> Your objective
Please transcribe the listing below in full, exactly as written, leaving out its pictures.

> Data
━━━━━━━━━━━━━━━━━━━━━━━━━━━━━━

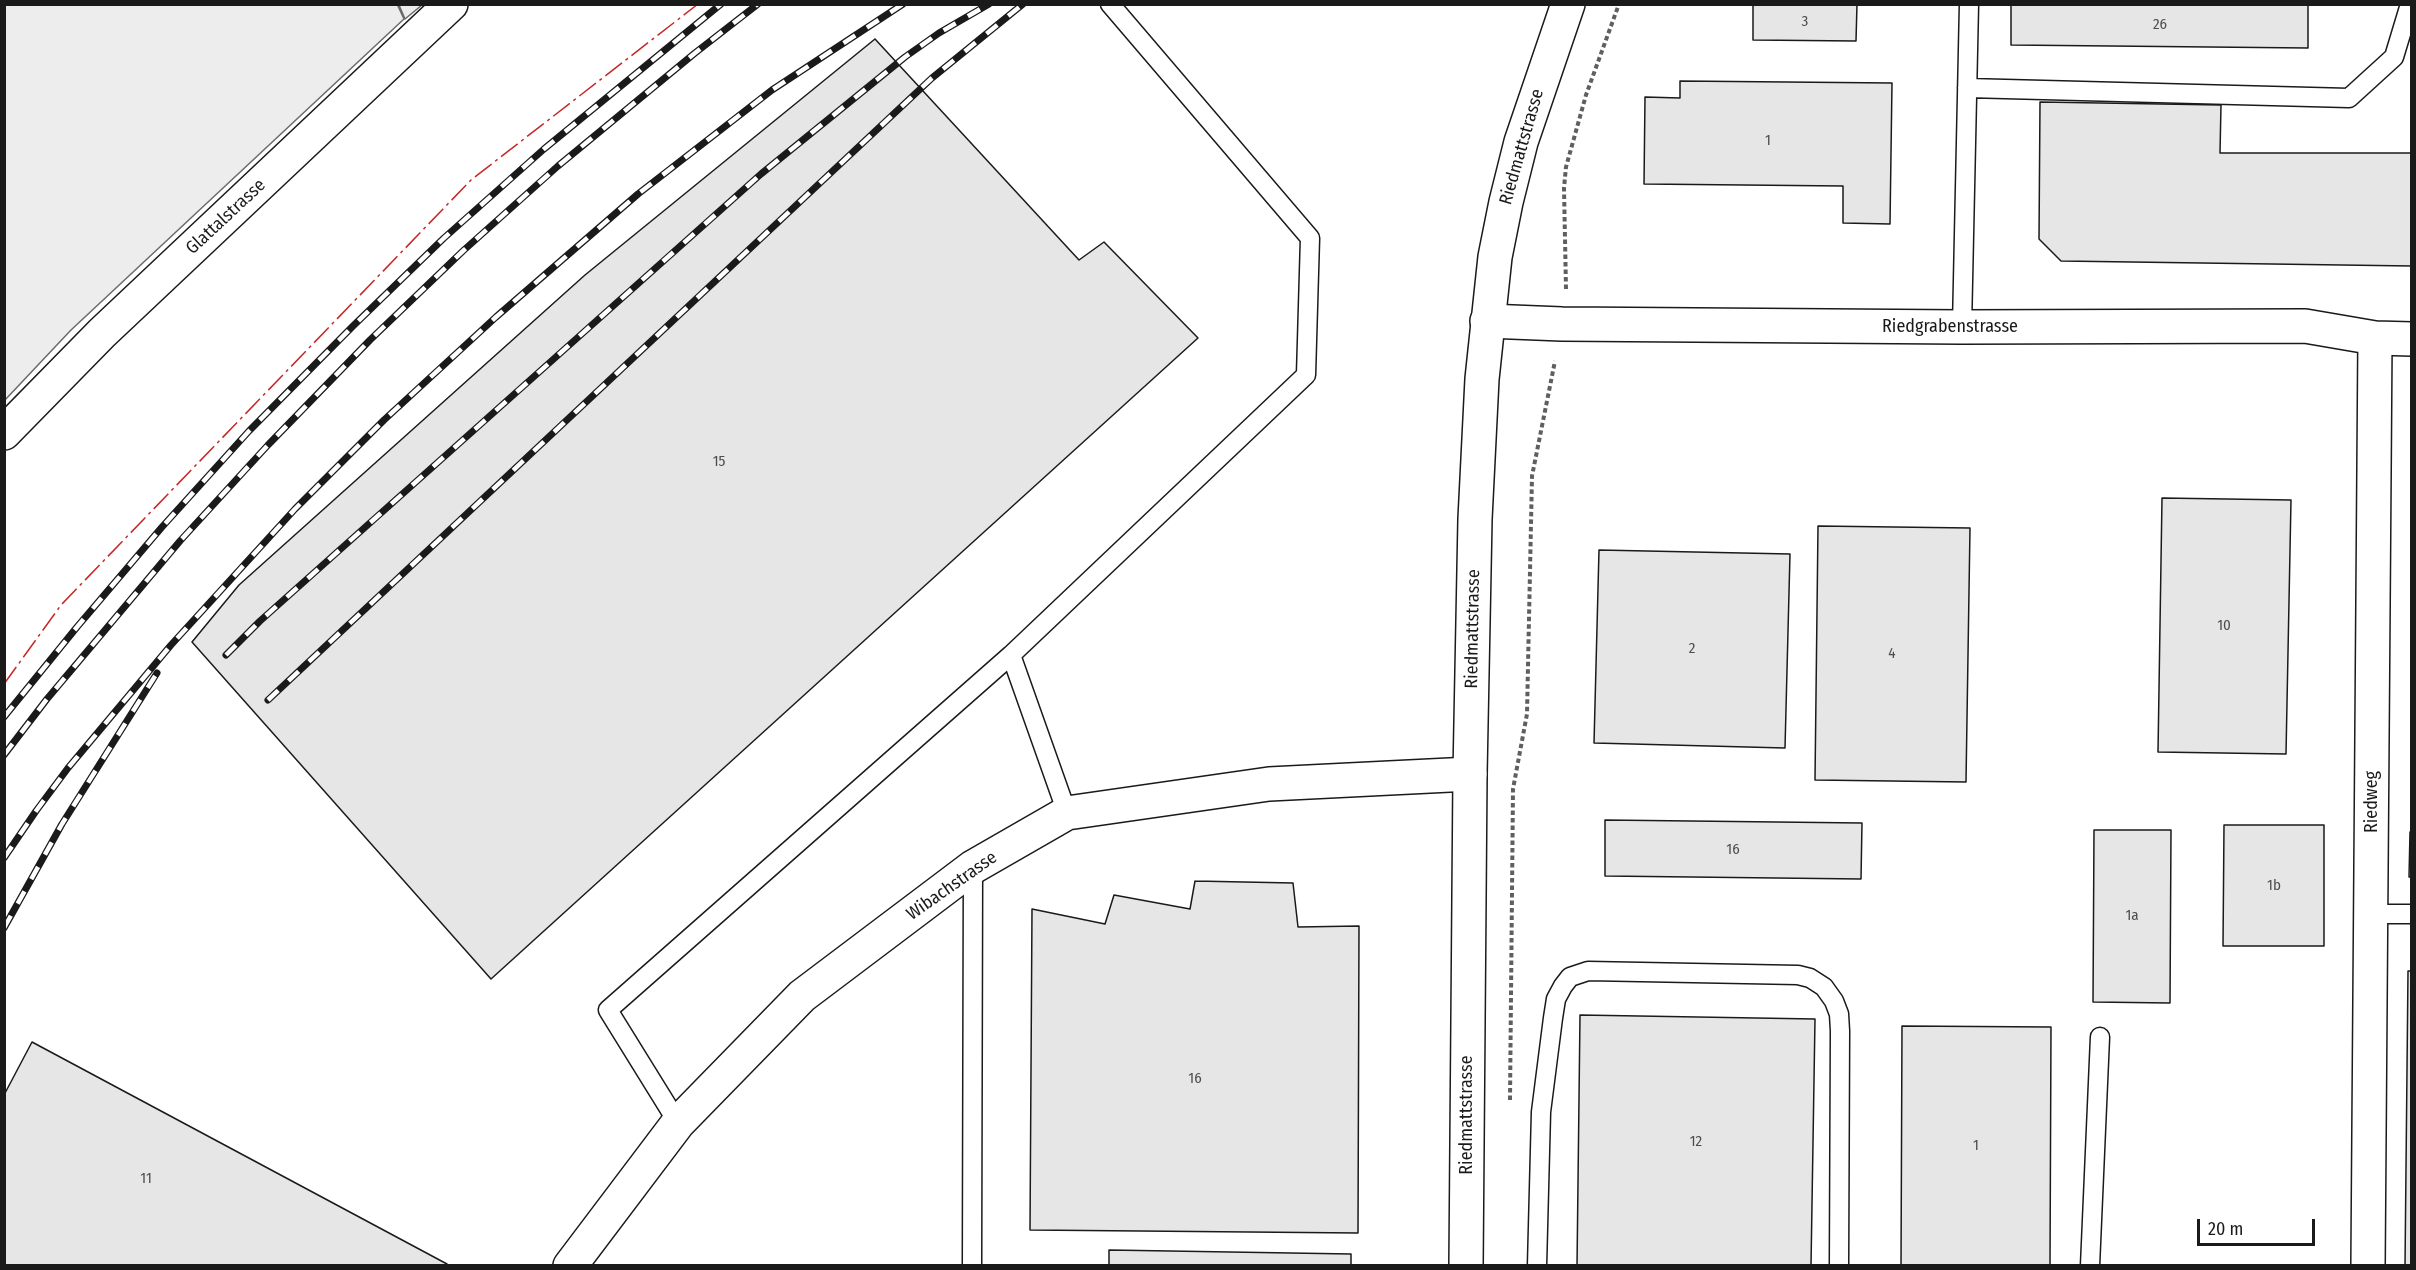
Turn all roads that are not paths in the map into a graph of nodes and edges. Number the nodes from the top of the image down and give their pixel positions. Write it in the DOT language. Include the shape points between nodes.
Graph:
graph roads {
  1 [pos="451,4"];
  2 [pos="1110,4"];
  3 [pos="1568,4"];
  4 [pos="1969,4"];
  5 [pos="2410,4"];
  6 [pos="1967,88"];
  7 [pos="1487,321"];
  8 [pos="1962,327"];
  9 [pos="2375,338"];
  10 [pos="2412,339"];
  11 [pos="4,433"];
  12 [pos="1011,655"];
  13 [pos="1470,774"];
  14 [pos="1066,813"];
  15 [pos="973,867"];
  16 [pos="2371,914"];
  17 [pos="2412,914"];
  18 [pos="2100,1037"];
  19 [pos="678,1123"];
  20 [pos="570,1266"];
  21 [pos="972,1266"];
  22 [pos="1466,1266"];
  23 [pos="1537,1266"];
  24 [pos="1839,1266"];
  25 [pos="2090,1266"];
  26 [pos="2368,1266"];
  1 -- 11 [label="street, Glattalstrasse" via="102,333"];
  2 -- 12 [label="lane" via="1311,238 1306,375"];
  3 -- 7 [label="street, Riedmattstrasse" via="1521,142 1502,224"];
  4 -- 6 [label="lane"];
  5 -- 6 [label="lane" via="2394,57 2349,98"];
  6 -- 8 [label="lane"];
  7 -- 8 [label="street, Riedgrabenstrasse"];
  7 -- 13 [label="street, Riedmattstrasse" via="1475,519"];
  8 -- 9 [label="street, Riedgrabenstrasse" via="2305,326"];
  9 -- 10 [label="street, Riedgrabenstrasse"];
  9 -- 16 [label="street, Riedweg"];
  12 -- 14 [label="lane"];
  12 -- 19 [label="lane" via="608,1010"];
  13 -- 14 [label="street, Wibachstrasse" via="1269,784"];
  13 -- 22 [label="street, Riedmattstrasse"];
  14 -- 15 [label="street, Wibachstrasse"];
  15 -- 19 [label="street, Wibachstrasse" via="802,996"];
  15 -- 21 [label="lane"];
  16 -- 17 [label="lane"];
  16 -- 26 [label="street, Riedweg"];
  18 -- 25 [label="lane"];
  19 -- 20 [label="street, Wibachstrasse"];
  23 -- 24 [label="lane" via="1541,1112 1556,999 1570,977 1588,971 1798,975 1824,987 1836,1007 1840,1031"];
}
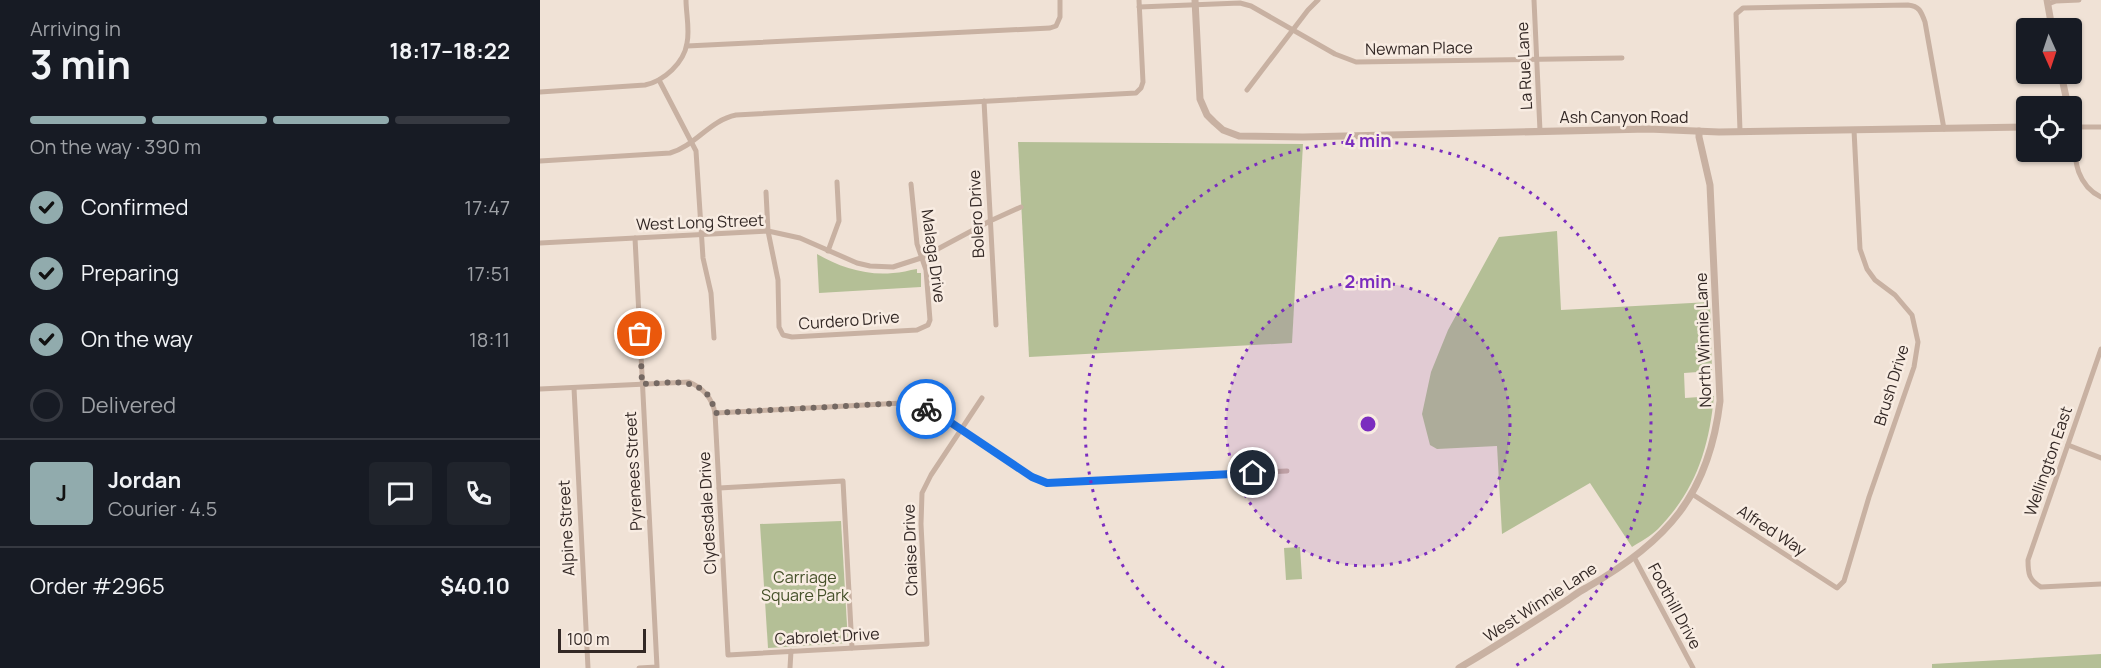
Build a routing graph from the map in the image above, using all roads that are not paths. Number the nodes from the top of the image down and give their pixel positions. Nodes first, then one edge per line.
1 (686, 0) edge
2 (1060, 0) edge
3 (1139, 0) edge
4 (1318, 0) edge
5 (1533, 0) edge
6 (2079, 0) edge
7 (1196, 2) edge
8 (2047, 2) edge
9 (1139, 7) junction
10 (2050, 18) edge
11 (1293, 30) junction
12 (687, 46) junction
13 (1622, 58) dead end
14 (1537, 60) junction
15 (659, 80) junction
16 (1247, 90) dead end
17 (540, 92) edge
18 (984, 102) junction
19 (2082, 126) edge
20 (2016, 127) edge
21 (2101, 127) edge
22 (1944, 129) junction
23 (1854, 130) junction
24 (1540, 131) junction
25 (1699, 131) junction
26 (1740, 131) junction
27 (693, 142) junction
28 (540, 161) edge
29 (2077, 162) edge
30 (837, 182) dead end
31 (911, 184) dead end
32 (766, 192) dead end
33 (2101, 197) edge
34 (1021, 207) dead end
35 (990, 221) junction
36 (768, 231) junction
37 (702, 234) junction
38 (635, 238) junction
39 (540, 243) edge
40 (828, 251) junction
41 (921, 258) junction
42 (996, 325) dead end
43 (922, 329) joint
44 (714, 338) dead end
45 (2101, 349) edge
46 (642, 384) junction
47 (574, 388) junction
48 (540, 389) edge
49 (982, 398) dead end
50 (715, 413) junction
51 (961, 430) junction
52 (2068, 445) junction
53 (2101, 458) edge
54 (1287, 471) dead end
55 (719, 488) junction
56 (1692, 495) junction
57 (1634, 557) junction
58 (2101, 584) edge
59 (1837, 588) joint
60 (927, 644) joint
61 (852, 648) junction
62 (791, 651) junction
63 (728, 655) joint
64 (657, 667) edge
65 (588, 668) edge
66 (639, 668) edge
67 (790, 668) edge
68 (1459, 668) edge
69 (1693, 668) edge

1 - 12 street
2 - 12 street
3 - 9 street
4 - 11 street
5 - 14 street, La Rue Lane
6 - 8 street
7 - 9 street, Newman Place
7 - 11 street, Newman Place
7 - 24 street, Ash Canyon Road
8 - 10 street
9 - 18 street
11 - 14 street, Newman Place
11 - 16 street
12 - 15 street
13 - 14 street, Newman Place
14 - 24 street, La Rue Lane
15 - 17 street
15 - 27 street
18 - 27 street
18 - 35 street, Bolero Drive
19 - 21 street
20 - 22 street, Ash Canyon Road
22 - 23 street, Ash Canyon Road
22 - 26 street
23 - 26 street, Ash Canyon Road
23 - 59 street, Brush Drive
24 - 25 street, Ash Canyon Road
25 - 26 street, Ash Canyon Road
25 - 56 street, North Winnie Lane
27 - 28 street
27 - 37 street
29 - 33 street
30 - 40 street
31 - 41 street, Malaga Drive
32 - 36 street
34 - 35 street, West Long Street
35 - 41 street, West Long Street
35 - 42 street, Bolero Drive
36 - 37 street, West Long Street
36 - 40 street, West Long Street
36 - 43 street, Curdero Drive
37 - 38 street, West Long Street
37 - 44 street
38 - 39 street, West Long Street
38 - 46 street, Pyrenees Street
40 - 41 street, West Long Street
41 - 43 street, Malaga Drive
45 - 52 street, Wellington East
46 - 47 street
46 - 50 street
46 - 64 street, Pyrenees Street
47 - 48 street
47 - 65 street, Alpine Street
49 - 51 street, Chaise Drive
50 - 51 street
50 - 55 street, Clydesdale Drive
51 - 54 street
51 - 60 street, Chaise Drive
52 - 53 street
52 - 58 street, Wellington East
55 - 61 street
55 - 63 street, Clydesdale Drive
56 - 57 street, North Winnie Lane
56 - 59 street, Alfred Way
57 - 68 street, West Winnie Lane
57 - 69 street, Foothill Drive
60 - 61 street, Cabrolet Drive
61 - 62 street, Cabrolet Drive
62 - 63 street, Cabrolet Drive
62 - 67 street
64 - 66 street

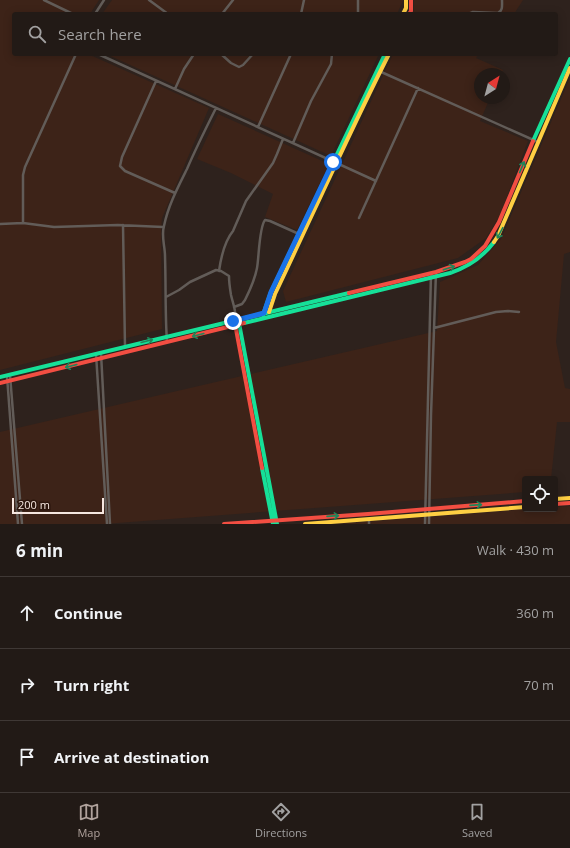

━━━━━━━━━━━━━━━━━━━━━━━━━━━━━━

> Solution to the problem
Turn all roads that are not paths in the map into a graph of nodes and edges. Number the nodes from the top of the image down and give their pixel positions. Write it in the DOT language. Include the shape points between nodes.
Graph:
graph roads {
  1 [pos="451,4"];
  2 [pos="1110,4"];
  3 [pos="1568,4"];
  4 [pos="1969,4"];
  5 [pos="2410,4"];
  6 [pos="1967,88"];
  7 [pos="1487,321"];
  8 [pos="1962,327"];
  9 [pos="2375,338"];
  10 [pos="2412,339"];
  11 [pos="4,433"];
  12 [pos="1011,655"];
  13 [pos="1470,774"];
  14 [pos="1066,813"];
  15 [pos="973,867"];
  16 [pos="2371,914"];
  17 [pos="2412,914"];
  18 [pos="2100,1037"];
  19 [pos="678,1123"];
  20 [pos="570,1266"];
  21 [pos="972,1266"];
  22 [pos="1466,1266"];
  23 [pos="1537,1266"];
  24 [pos="1839,1266"];
  25 [pos="2090,1266"];
  26 [pos="2368,1266"];
  1 -- 11 [label="street, Glattalstrasse" via="102,333"];
  2 -- 12 [label="lane" via="1311,238 1306,375"];
  3 -- 7 [label="street, Riedmattstrasse" via="1521,142 1502,224"];
  4 -- 6 [label="lane"];
  5 -- 6 [label="lane" via="2394,57 2349,98"];
  6 -- 8 [label="lane"];
  7 -- 8 [label="street, Riedgrabenstrasse"];
  7 -- 13 [label="street, Riedmattstrasse" via="1475,519"];
  8 -- 9 [label="street, Riedgrabenstrasse" via="2305,326"];
  9 -- 10 [label="street, Riedgrabenstrasse"];
  9 -- 16 [label="street, Riedweg"];
  12 -- 14 [label="lane"];
  12 -- 19 [label="lane" via="608,1010"];
  13 -- 14 [label="street, Wibachstrasse" via="1269,784"];
  13 -- 22 [label="street, Riedmattstrasse"];
  14 -- 15 [label="street, Wibachstrasse"];
  15 -- 19 [label="street, Wibachstrasse" via="802,996"];
  15 -- 21 [label="lane"];
  16 -- 17 [label="lane"];
  16 -- 26 [label="street, Riedweg"];
  18 -- 25 [label="lane"];
  19 -- 20 [label="street, Wibachstrasse"];
  23 -- 24 [label="lane" via="1541,1112 1556,999 1570,977 1588,971 1798,975 1824,987 1836,1007 1840,1031"];
}
Build a routing graph from the map in the image above, using all roads that are not paths. Number the nodes from the top of the image down and give their pixel positions. Nodes first, then one edge per line.
1 (686, 0) edge
2 (1060, 0) edge
3 (1139, 0) edge
4 (1318, 0) edge
5 (1533, 0) edge
6 (2079, 0) edge
7 (1196, 2) edge
8 (2047, 2) edge
9 (1139, 7) junction
10 (2050, 18) edge
11 (1293, 30) junction
12 (687, 46) junction
13 (1622, 58) dead end
14 (1537, 60) junction
15 (659, 80) junction
16 (1247, 90) dead end
17 (540, 92) edge
18 (984, 102) junction
19 (2082, 126) edge
20 (2016, 127) edge
21 (2101, 127) edge
22 (1944, 129) junction
23 (1854, 130) junction
24 (1540, 131) junction
25 (1699, 131) junction
26 (1740, 131) junction
27 (693, 142) junction
28 (540, 161) edge
29 (2077, 162) edge
30 (837, 182) dead end
31 (911, 184) dead end
32 (766, 192) dead end
33 (2101, 197) edge
34 (1021, 207) dead end
35 (990, 221) junction
36 (768, 231) junction
37 (702, 234) junction
38 (635, 238) junction
39 (540, 243) edge
40 (828, 251) junction
41 (921, 258) junction
42 (996, 325) dead end
43 (922, 329) joint
44 (714, 338) dead end
45 (2101, 349) edge
46 (642, 384) junction
47 (574, 388) junction
48 (540, 389) edge
49 (982, 398) dead end
50 (715, 413) junction
51 (961, 430) junction
52 (2068, 445) junction
53 (2101, 458) edge
54 (1287, 471) dead end
55 (719, 488) junction
56 (1692, 495) junction
57 (1634, 557) junction
58 (2101, 584) edge
59 (1837, 588) joint
60 (927, 644) joint
61 (852, 648) junction
62 (791, 651) junction
63 (728, 655) joint
64 (657, 667) edge
65 (588, 668) edge
66 (639, 668) edge
67 (790, 668) edge
68 (1459, 668) edge
69 (1693, 668) edge

1 - 12 street
2 - 12 street
3 - 9 street
4 - 11 street
5 - 14 street, La Rue Lane
6 - 8 street
7 - 9 street, Newman Place
7 - 11 street, Newman Place
7 - 24 street, Ash Canyon Road
8 - 10 street
9 - 18 street
11 - 14 street, Newman Place
11 - 16 street
12 - 15 street
13 - 14 street, Newman Place
14 - 24 street, La Rue Lane
15 - 17 street
15 - 27 street
18 - 27 street
18 - 35 street, Bolero Drive
19 - 21 street
20 - 22 street, Ash Canyon Road
22 - 23 street, Ash Canyon Road
22 - 26 street
23 - 26 street, Ash Canyon Road
23 - 59 street, Brush Drive
24 - 25 street, Ash Canyon Road
25 - 26 street, Ash Canyon Road
25 - 56 street, North Winnie Lane
27 - 28 street
27 - 37 street
29 - 33 street
30 - 40 street
31 - 41 street, Malaga Drive
32 - 36 street
34 - 35 street, West Long Street
35 - 41 street, West Long Street
35 - 42 street, Bolero Drive
36 - 37 street, West Long Street
36 - 40 street, West Long Street
36 - 43 street, Curdero Drive
37 - 38 street, West Long Street
37 - 44 street
38 - 39 street, West Long Street
38 - 46 street, Pyrenees Street
40 - 41 street, West Long Street
41 - 43 street, Malaga Drive
45 - 52 street, Wellington East
46 - 47 street
46 - 50 street
46 - 64 street, Pyrenees Street
47 - 48 street
47 - 65 street, Alpine Street
49 - 51 street, Chaise Drive
50 - 51 street
50 - 55 street, Clydesdale Drive
51 - 54 street
51 - 60 street, Chaise Drive
52 - 53 street
52 - 58 street, Wellington East
55 - 61 street
55 - 63 street, Clydesdale Drive
56 - 57 street, North Winnie Lane
56 - 59 street, Alfred Way
57 - 68 street, West Winnie Lane
57 - 69 street, Foothill Drive
60 - 61 street, Cabrolet Drive
61 - 62 street, Cabrolet Drive
62 - 63 street, Cabrolet Drive
62 - 67 street
64 - 66 street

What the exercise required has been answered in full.